I play WWF2 and frequenlty get invited to games by scammers.  Sometimes I amuse myself by messing with them and others I simply decline or block.  They are easy enough to spot.  

Twice now though, a scammer has said something scammy to me and followed with the word, "Alaye."  Both times, I've asked what it means; the first time the scammer ignored the question in favor of peppering me with personal questions as they do and which I, of course, never answer - unless I'm in the mood to pretend to be Blanche from, _The Golden Girls_.  The second one tried to brush it off, by saying "Sorry about that," and moving on with scam-talk, but I pressed him. And pressed him some more.  He was _very _evasive.

I was also on video with my boyfriend at the time and reading the conversation to him. (We were hanging out, not doing much and it was amusing).

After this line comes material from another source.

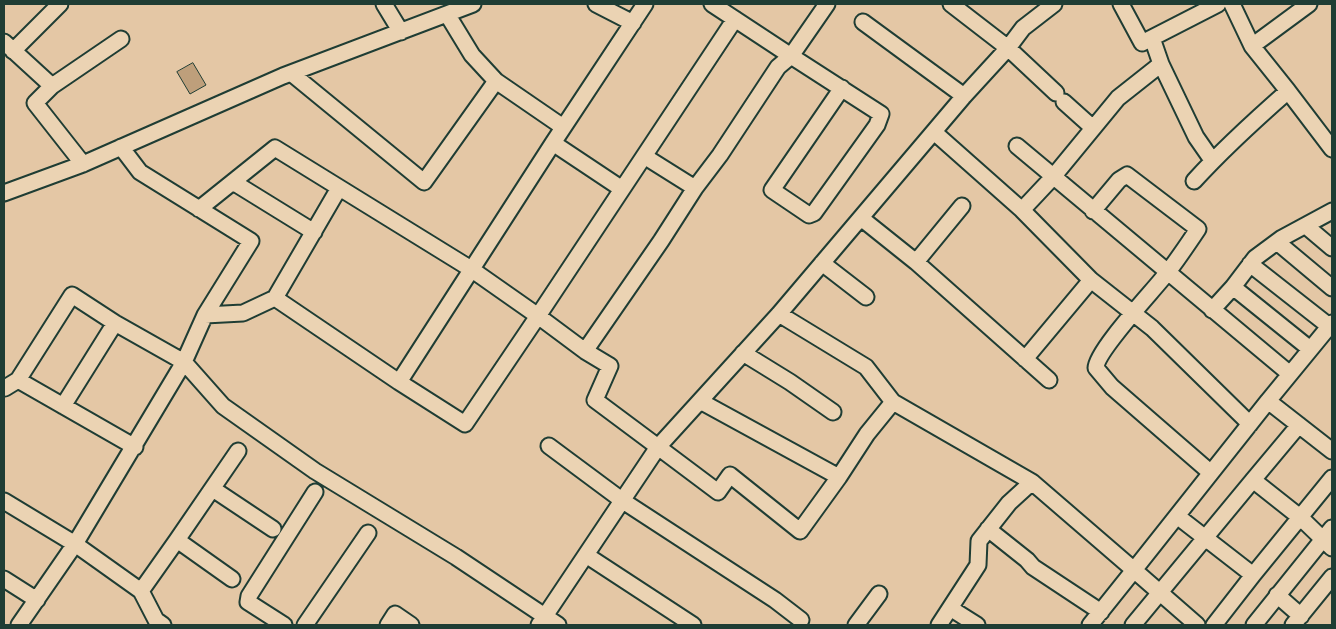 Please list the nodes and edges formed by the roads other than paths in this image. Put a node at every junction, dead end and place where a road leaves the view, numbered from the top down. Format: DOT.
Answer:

He looked up the word and it turns out it's an African-based sort of salute from scammer to scammer.  Bascially, "Are you a scammer too?" It means other things, but in this context that is what my boyfriend picked up, which explains why they are so evasive about it when I ask what it means.

So... little tip for you.

Next time, if I don't simply decline, maybe I'll trying saying, "Alaye" first and see what info. comes back.
It's a weird world.  :/


----------



## Medusa (Aug 8, 2022)

So, I've just tried the "Alaye" word on two scammers that happened to approach me within minutes of each other.  

They both reacted immeditately; one by blocking me and the other by declining the game. (I can't figure out how scammers are declining rather than resigning once a game has started.) 

Point is, it had an immediate effect on both of them.  Poof.  LOL


----------